▽

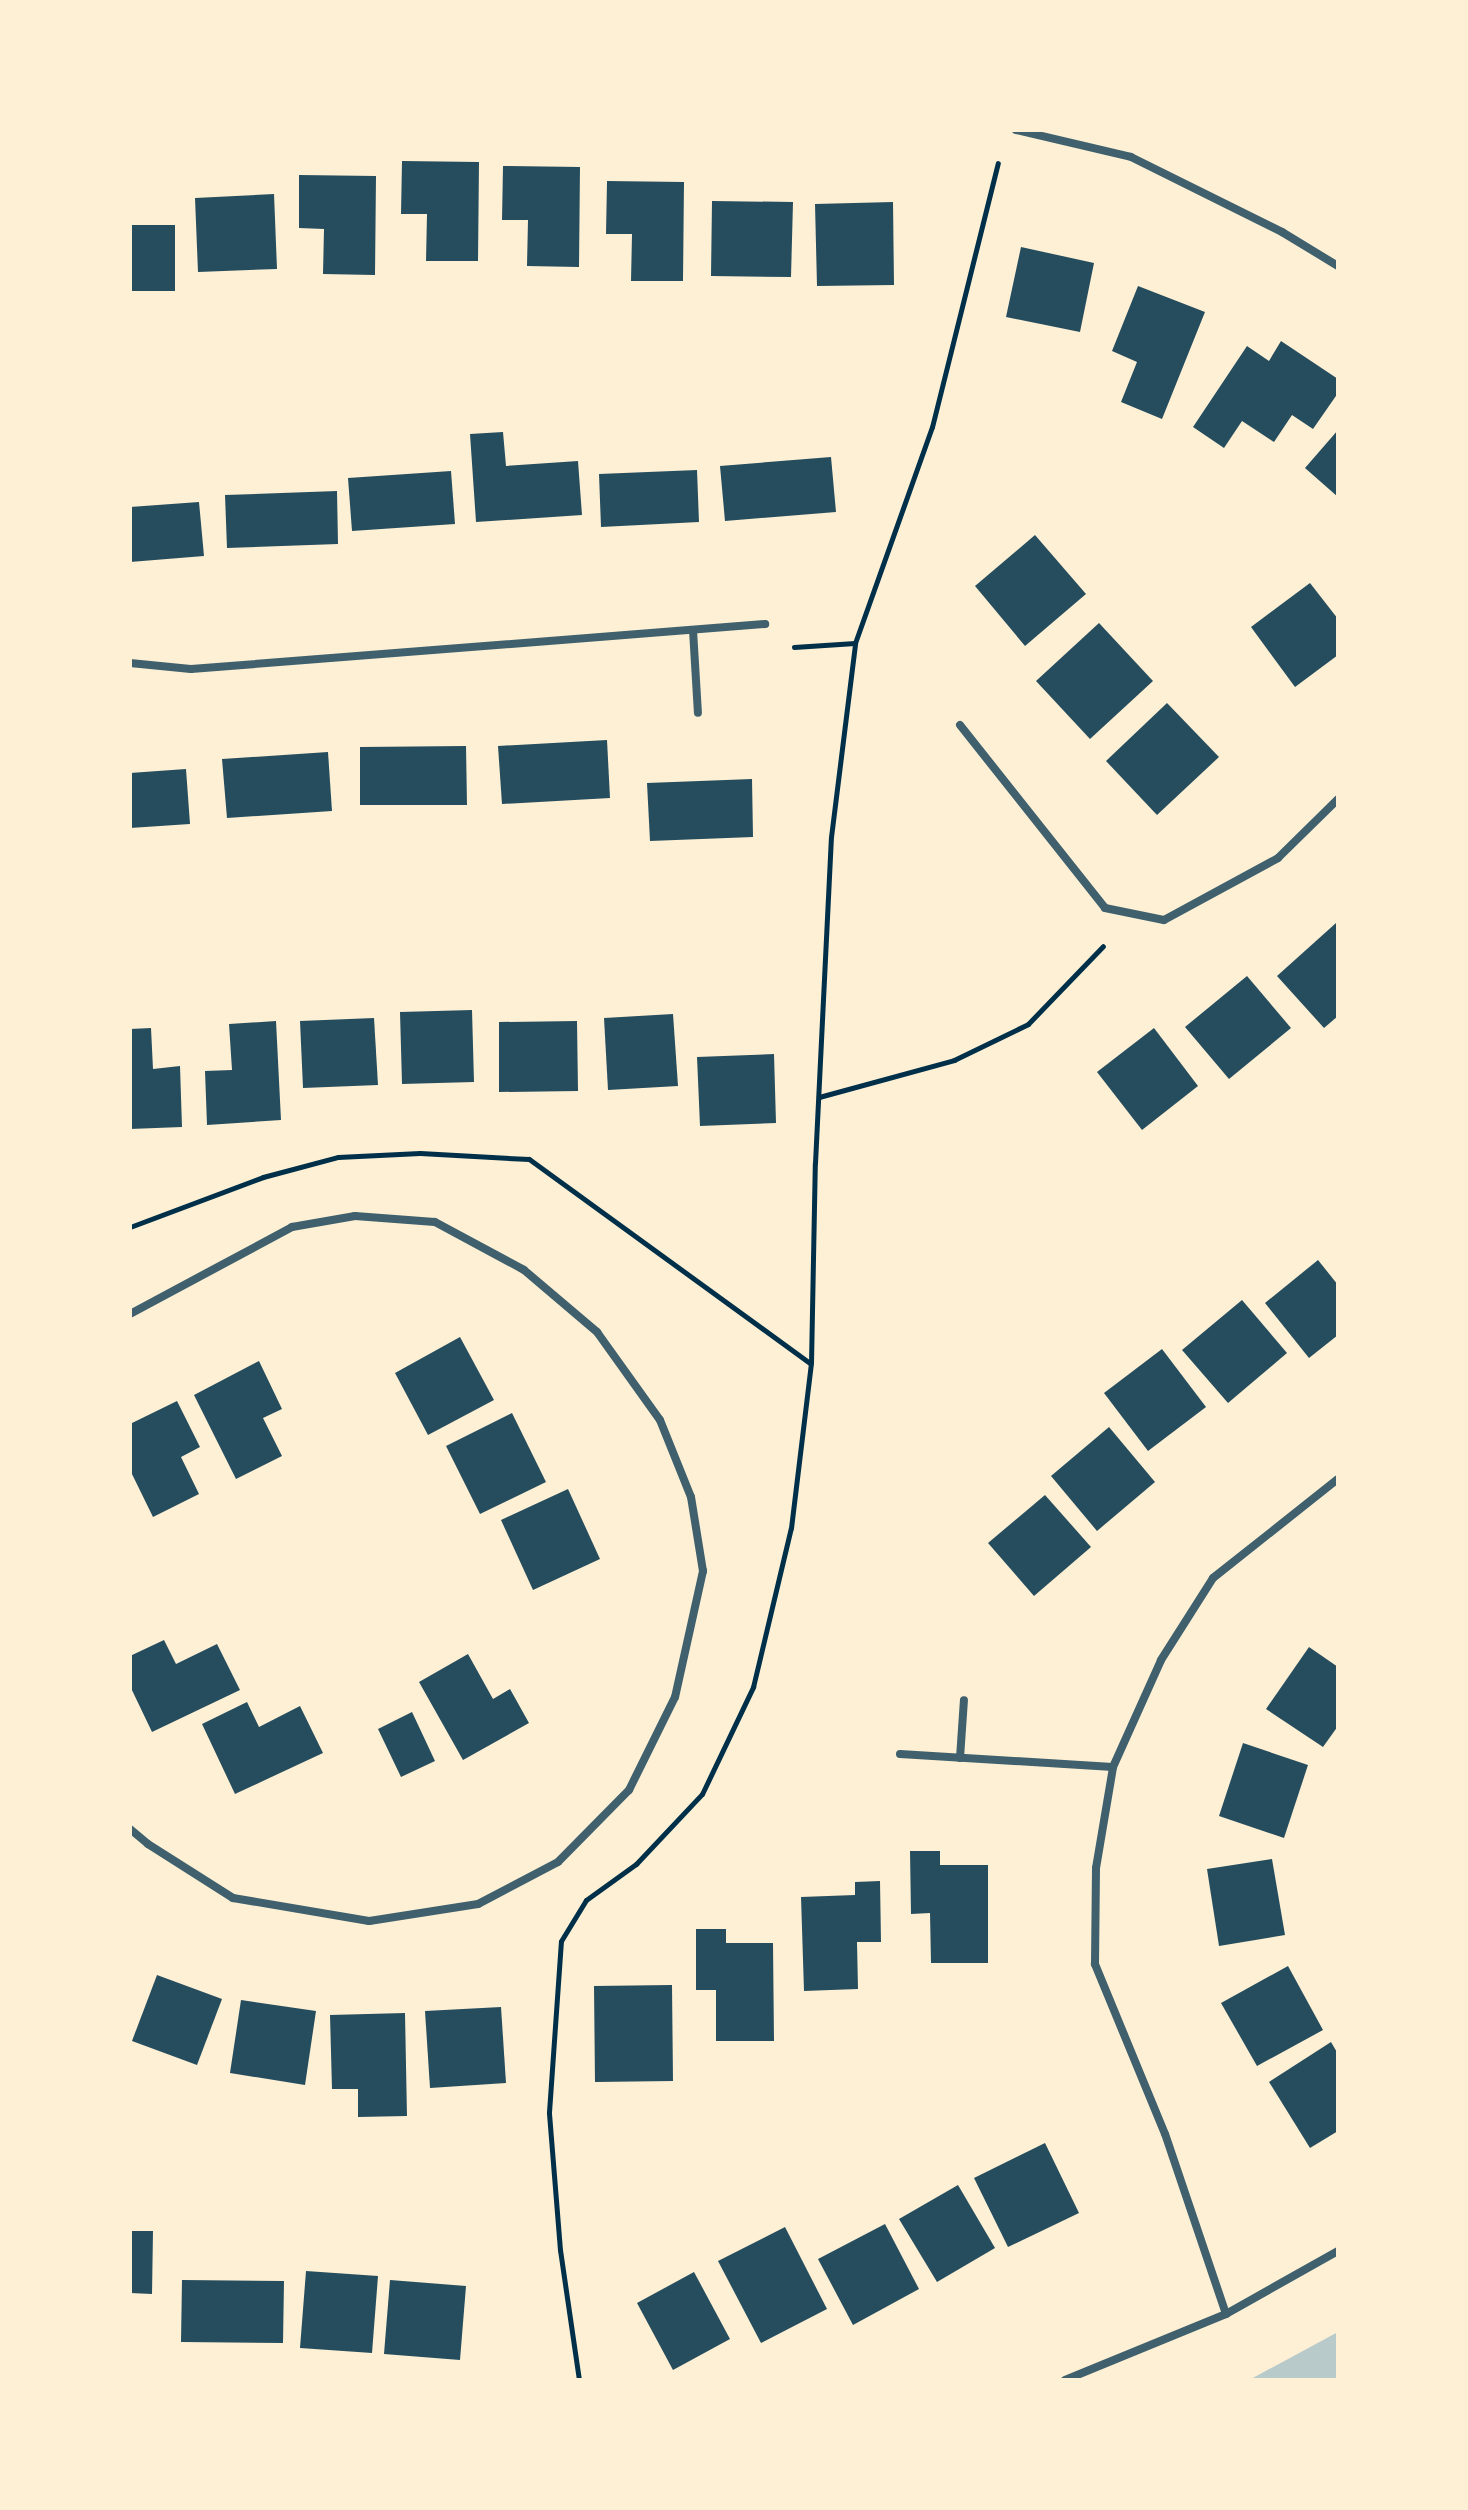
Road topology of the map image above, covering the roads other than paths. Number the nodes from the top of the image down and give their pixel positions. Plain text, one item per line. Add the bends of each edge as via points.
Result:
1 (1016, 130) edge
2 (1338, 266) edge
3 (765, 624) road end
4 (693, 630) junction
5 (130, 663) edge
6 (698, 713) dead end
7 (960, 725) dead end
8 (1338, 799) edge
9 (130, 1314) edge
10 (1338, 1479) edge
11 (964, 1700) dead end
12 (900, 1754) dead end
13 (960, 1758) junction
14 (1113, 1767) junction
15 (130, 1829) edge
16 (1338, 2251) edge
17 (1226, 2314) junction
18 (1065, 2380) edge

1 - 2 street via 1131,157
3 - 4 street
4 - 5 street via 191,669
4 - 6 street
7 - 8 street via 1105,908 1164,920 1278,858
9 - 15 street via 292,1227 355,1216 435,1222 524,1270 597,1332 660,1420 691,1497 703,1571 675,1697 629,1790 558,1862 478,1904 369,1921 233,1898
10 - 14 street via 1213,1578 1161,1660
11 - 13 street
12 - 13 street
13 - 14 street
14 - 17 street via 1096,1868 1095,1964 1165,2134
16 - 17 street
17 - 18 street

△
▽

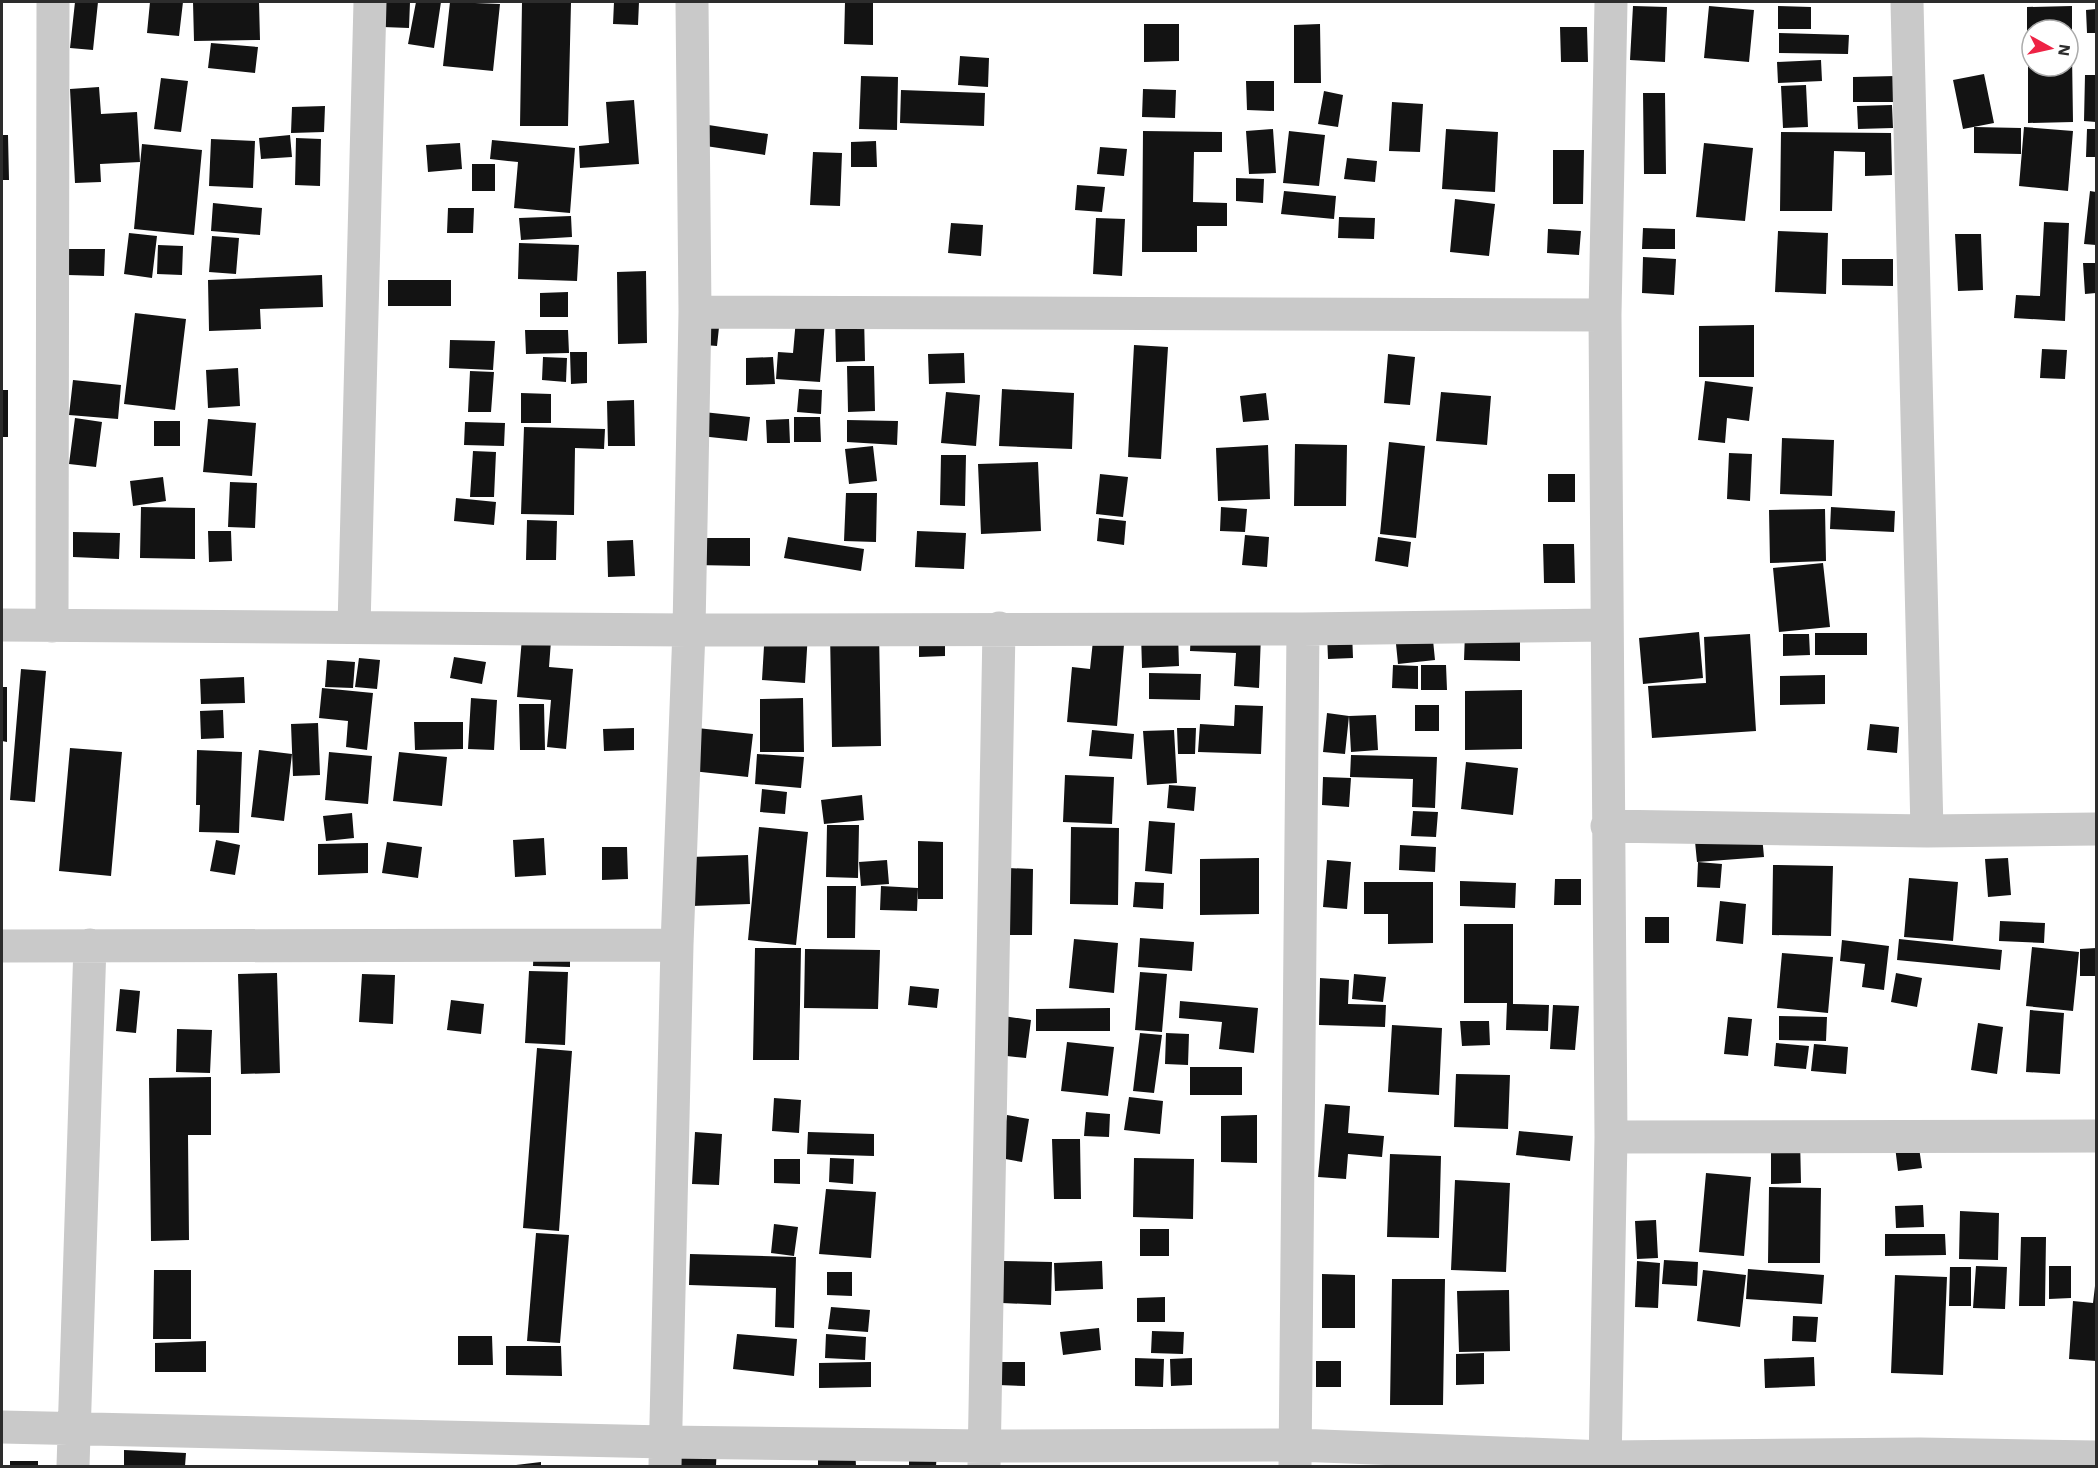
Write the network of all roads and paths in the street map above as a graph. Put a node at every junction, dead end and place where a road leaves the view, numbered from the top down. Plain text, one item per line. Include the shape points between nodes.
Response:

△

> _EXERCISE REQUIREMENTS_
When you find a line in the records that contains the word "nodes", copy it.

> _EXERCISE SOLUTION_
Road topology of the map image above, covering the roads other than paths. Number the nodes from the top of the image down and give their pixel positions. Plain text, one item per line. Add the bends of each edge as via points.
Write the network of all roads and paths in the street map above as a graph. Put a node at every junction, dead end and place where a road leaves the view, numbered from the top down. Plain text, one item per line. Include the shape points between nodes.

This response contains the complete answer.